Stored items:
--------

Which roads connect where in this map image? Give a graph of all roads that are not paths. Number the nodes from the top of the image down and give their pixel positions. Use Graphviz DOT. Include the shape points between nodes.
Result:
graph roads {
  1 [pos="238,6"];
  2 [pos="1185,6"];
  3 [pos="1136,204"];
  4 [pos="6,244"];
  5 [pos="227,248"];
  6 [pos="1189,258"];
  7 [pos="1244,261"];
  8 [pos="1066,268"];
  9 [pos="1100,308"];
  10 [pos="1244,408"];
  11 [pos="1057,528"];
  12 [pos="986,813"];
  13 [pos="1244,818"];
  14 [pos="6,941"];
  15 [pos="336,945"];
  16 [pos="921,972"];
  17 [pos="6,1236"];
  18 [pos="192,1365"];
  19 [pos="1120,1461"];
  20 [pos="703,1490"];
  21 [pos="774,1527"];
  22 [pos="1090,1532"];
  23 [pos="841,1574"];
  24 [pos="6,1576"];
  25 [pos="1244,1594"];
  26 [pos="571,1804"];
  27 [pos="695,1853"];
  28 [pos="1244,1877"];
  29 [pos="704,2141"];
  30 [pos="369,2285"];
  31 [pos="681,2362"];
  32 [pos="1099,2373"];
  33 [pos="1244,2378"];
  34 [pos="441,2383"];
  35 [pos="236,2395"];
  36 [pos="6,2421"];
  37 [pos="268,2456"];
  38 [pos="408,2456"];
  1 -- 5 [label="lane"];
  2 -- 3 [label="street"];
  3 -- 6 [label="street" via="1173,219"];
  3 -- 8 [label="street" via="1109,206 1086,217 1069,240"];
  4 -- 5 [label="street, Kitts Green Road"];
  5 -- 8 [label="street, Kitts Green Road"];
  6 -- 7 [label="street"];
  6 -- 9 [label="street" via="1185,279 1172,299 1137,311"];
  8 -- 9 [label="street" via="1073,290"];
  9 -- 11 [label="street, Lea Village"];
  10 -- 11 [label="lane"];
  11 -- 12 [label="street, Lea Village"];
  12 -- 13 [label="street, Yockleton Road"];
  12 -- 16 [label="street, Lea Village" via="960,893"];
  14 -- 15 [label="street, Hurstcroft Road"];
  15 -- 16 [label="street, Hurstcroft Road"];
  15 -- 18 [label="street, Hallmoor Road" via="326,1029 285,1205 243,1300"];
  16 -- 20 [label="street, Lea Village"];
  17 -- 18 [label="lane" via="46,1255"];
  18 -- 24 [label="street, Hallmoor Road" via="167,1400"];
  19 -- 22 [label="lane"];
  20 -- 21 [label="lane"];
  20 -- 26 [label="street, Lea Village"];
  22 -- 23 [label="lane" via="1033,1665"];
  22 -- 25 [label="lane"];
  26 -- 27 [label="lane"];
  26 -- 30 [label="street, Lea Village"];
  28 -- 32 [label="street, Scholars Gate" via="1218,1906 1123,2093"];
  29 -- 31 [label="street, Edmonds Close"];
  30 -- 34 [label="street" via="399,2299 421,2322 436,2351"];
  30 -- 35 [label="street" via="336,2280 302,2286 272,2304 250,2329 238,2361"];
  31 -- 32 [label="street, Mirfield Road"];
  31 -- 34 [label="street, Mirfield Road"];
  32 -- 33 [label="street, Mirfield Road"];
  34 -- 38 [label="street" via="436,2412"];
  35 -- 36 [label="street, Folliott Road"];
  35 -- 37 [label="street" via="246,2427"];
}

--------

(Directions)
Each record, exactly as written, is to be printed again.

(Response to the exercise)
Which roads connect where in this map image? Give a graph of all roads that are not paths. Number the nodes from the top of the image down and give their pixel positions. Use Graphviz DOT. Include the shape points between nodes.
Result:
graph roads {
  1 [pos="238,6"];
  2 [pos="1185,6"];
  3 [pos="1136,204"];
  4 [pos="6,244"];
  5 [pos="227,248"];
  6 [pos="1189,258"];
  7 [pos="1244,261"];
  8 [pos="1066,268"];
  9 [pos="1100,308"];
  10 [pos="1244,408"];
  11 [pos="1057,528"];
  12 [pos="986,813"];
  13 [pos="1244,818"];
  14 [pos="6,941"];
  15 [pos="336,945"];
  16 [pos="921,972"];
  17 [pos="6,1236"];
  18 [pos="192,1365"];
  19 [pos="1120,1461"];
  20 [pos="703,1490"];
  21 [pos="774,1527"];
  22 [pos="1090,1532"];
  23 [pos="841,1574"];
  24 [pos="6,1576"];
  25 [pos="1244,1594"];
  26 [pos="571,1804"];
  27 [pos="695,1853"];
  28 [pos="1244,1877"];
  29 [pos="704,2141"];
  30 [pos="369,2285"];
  31 [pos="681,2362"];
  32 [pos="1099,2373"];
  33 [pos="1244,2378"];
  34 [pos="441,2383"];
  35 [pos="236,2395"];
  36 [pos="6,2421"];
  37 [pos="268,2456"];
  38 [pos="408,2456"];
  1 -- 5 [label="lane"];
  2 -- 3 [label="street"];
  3 -- 6 [label="street" via="1173,219"];
  3 -- 8 [label="street" via="1109,206 1086,217 1069,240"];
  4 -- 5 [label="street, Kitts Green Road"];
  5 -- 8 [label="street, Kitts Green Road"];
  6 -- 7 [label="street"];
  6 -- 9 [label="street" via="1185,279 1172,299 1137,311"];
  8 -- 9 [label="street" via="1073,290"];
  9 -- 11 [label="street, Lea Village"];
  10 -- 11 [label="lane"];
  11 -- 12 [label="street, Lea Village"];
  12 -- 13 [label="street, Yockleton Road"];
  12 -- 16 [label="street, Lea Village" via="960,893"];
  14 -- 15 [label="street, Hurstcroft Road"];
  15 -- 16 [label="street, Hurstcroft Road"];
  15 -- 18 [label="street, Hallmoor Road" via="326,1029 285,1205 243,1300"];
  16 -- 20 [label="street, Lea Village"];
  17 -- 18 [label="lane" via="46,1255"];
  18 -- 24 [label="street, Hallmoor Road" via="167,1400"];
  19 -- 22 [label="lane"];
  20 -- 21 [label="lane"];
  20 -- 26 [label="street, Lea Village"];
  22 -- 23 [label="lane" via="1033,1665"];
  22 -- 25 [label="lane"];
  26 -- 27 [label="lane"];
  26 -- 30 [label="street, Lea Village"];
  28 -- 32 [label="street, Scholars Gate" via="1218,1906 1123,2093"];
  29 -- 31 [label="street, Edmonds Close"];
  30 -- 34 [label="street" via="399,2299 421,2322 436,2351"];
  30 -- 35 [label="street" via="336,2280 302,2286 272,2304 250,2329 238,2361"];
  31 -- 32 [label="street, Mirfield Road"];
  31 -- 34 [label="street, Mirfield Road"];
  32 -- 33 [label="street, Mirfield Road"];
  34 -- 38 [label="street" via="436,2412"];
  35 -- 36 [label="street, Folliott Road"];
  35 -- 37 [label="street" via="246,2427"];
}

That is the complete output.